2
votes

I have a binary image like this,

enter image description here

I want to extract the numbers in the image using tesseract ocr in Python. I used pytesseract like this on the image,

txt = pytesseract.image_to_string(img)

But I am not getting any good results.

What can I do in pre-processing or augmentation that can help tesseract do better.?

I tried to localize the text from the image using East Text Detector but it was not able to recognize the text.

How to proceed with this in python.?

1

1 Answers

1
votes

I think the page-segmentation-mode is an important factor here.

Since we are trying to read column values, we could use --psm 4 (source)

import cv2
import pytesseract

img = cv2.imread("k7bqx.jpg")
gry = cv2.cvtColor(img, cv2.COLOR_BGR2GRAY)
txt = pytesseract.image_to_string(gry, config="--psm 4")

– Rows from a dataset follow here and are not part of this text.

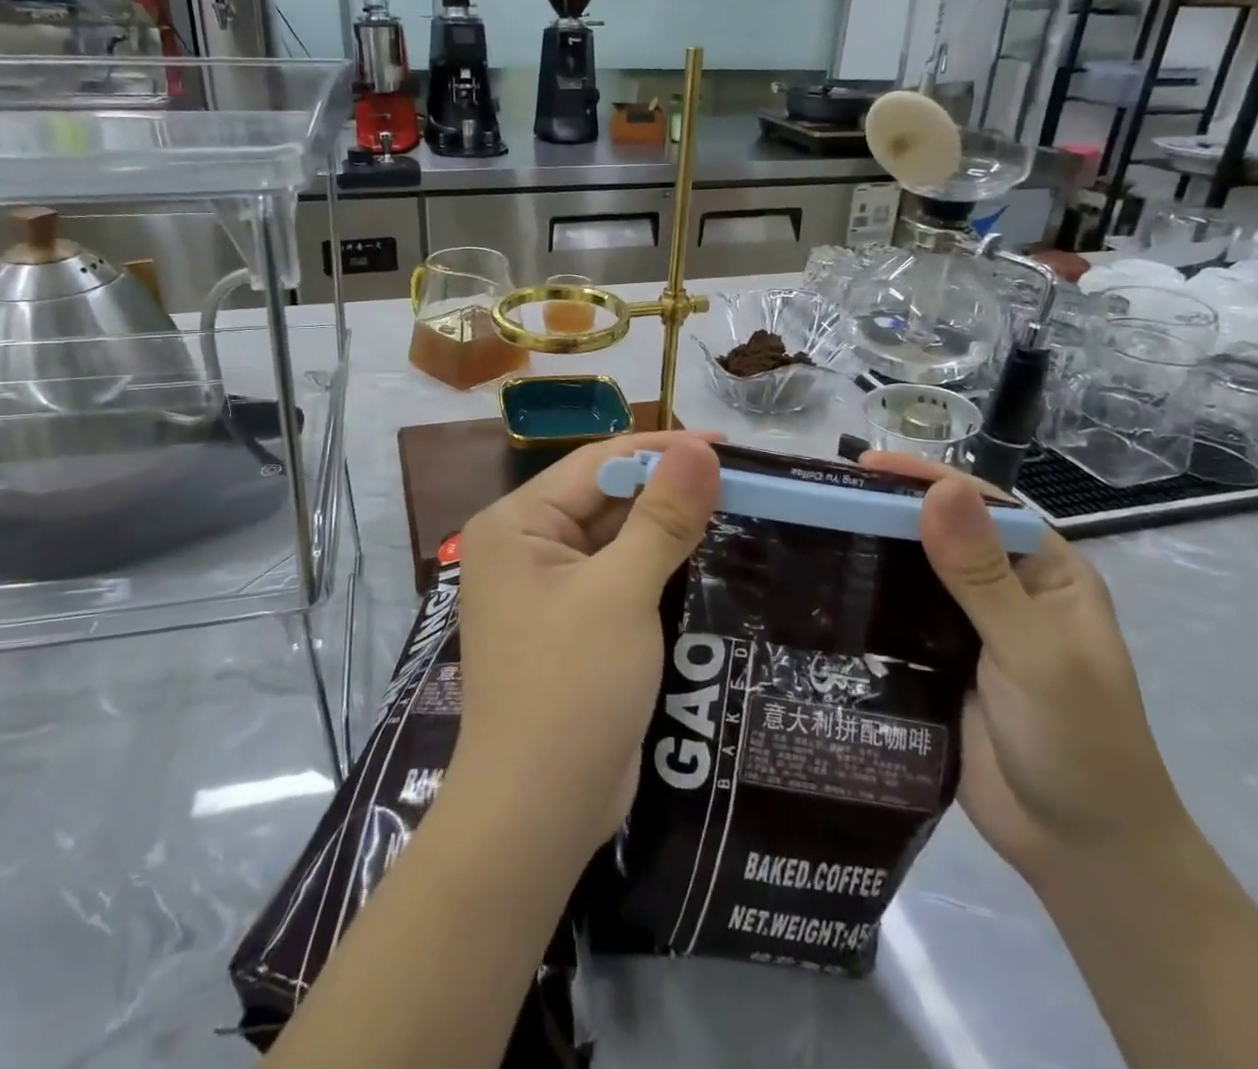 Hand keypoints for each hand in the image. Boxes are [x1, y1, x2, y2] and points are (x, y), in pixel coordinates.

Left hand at [451, 433, 721, 862]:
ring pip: (614, 539)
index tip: (726, 444)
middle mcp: (524, 547)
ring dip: (666, 528)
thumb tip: (700, 449)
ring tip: (734, 511)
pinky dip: (656, 568)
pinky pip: (617, 578)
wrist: (537, 812)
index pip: (596, 463)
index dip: (661, 450)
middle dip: (667, 490)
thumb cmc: (571, 686)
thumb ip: (662, 517)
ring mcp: (545, 590)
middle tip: (740, 481)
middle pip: (604, 499)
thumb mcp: (621, 592)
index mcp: (517, 523)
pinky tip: (705, 560)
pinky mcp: (570, 626)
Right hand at [862, 453, 1190, 886]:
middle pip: (939, 533)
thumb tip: (942, 487)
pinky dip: (865, 600)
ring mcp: (968, 627)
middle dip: (887, 512)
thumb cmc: (1076, 741)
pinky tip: (823, 590)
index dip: (924, 479)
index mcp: (1045, 571)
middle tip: (819, 500)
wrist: (1078, 851)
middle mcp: (1005, 589)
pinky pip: (896, 617)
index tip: (860, 467)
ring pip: (912, 573)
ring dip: (870, 553)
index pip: (980, 505)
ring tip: (807, 535)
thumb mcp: (1032, 650)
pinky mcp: (937, 661)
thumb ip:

We want to get the text starts with #

txt = sorted([t[:2] for t in txt if "#" in t])

Result:

['#3', '#7', '#9', '#€']

But we miss 4, 5, we could apply adaptive-thresholding:

enter image description here

Result:

['#3', '#4', '#5', '#7', '#9', '#€']

Unfortunately, #2 and #6 are not recognized.

Code:


import cv2
import pytesseract

img = cv2.imread("k7bqx.jpg")
gry = cv2.cvtColor(img, cv2.COLOR_BGR2GRAY)
thr = cv2.adaptiveThreshold(gry, 252, cv2.ADAPTIVE_THRESH_MEAN_C,
                            cv2.THRESH_BINARY_INV, blockSize=131, C=100)
bnt = cv2.bitwise_not(thr)
txt = pytesseract.image_to_string(bnt, config="--psm 4")
txt = txt.strip().split("\n")
txt = sorted([t[:2] for t in txt if "#" in t])
print(txt)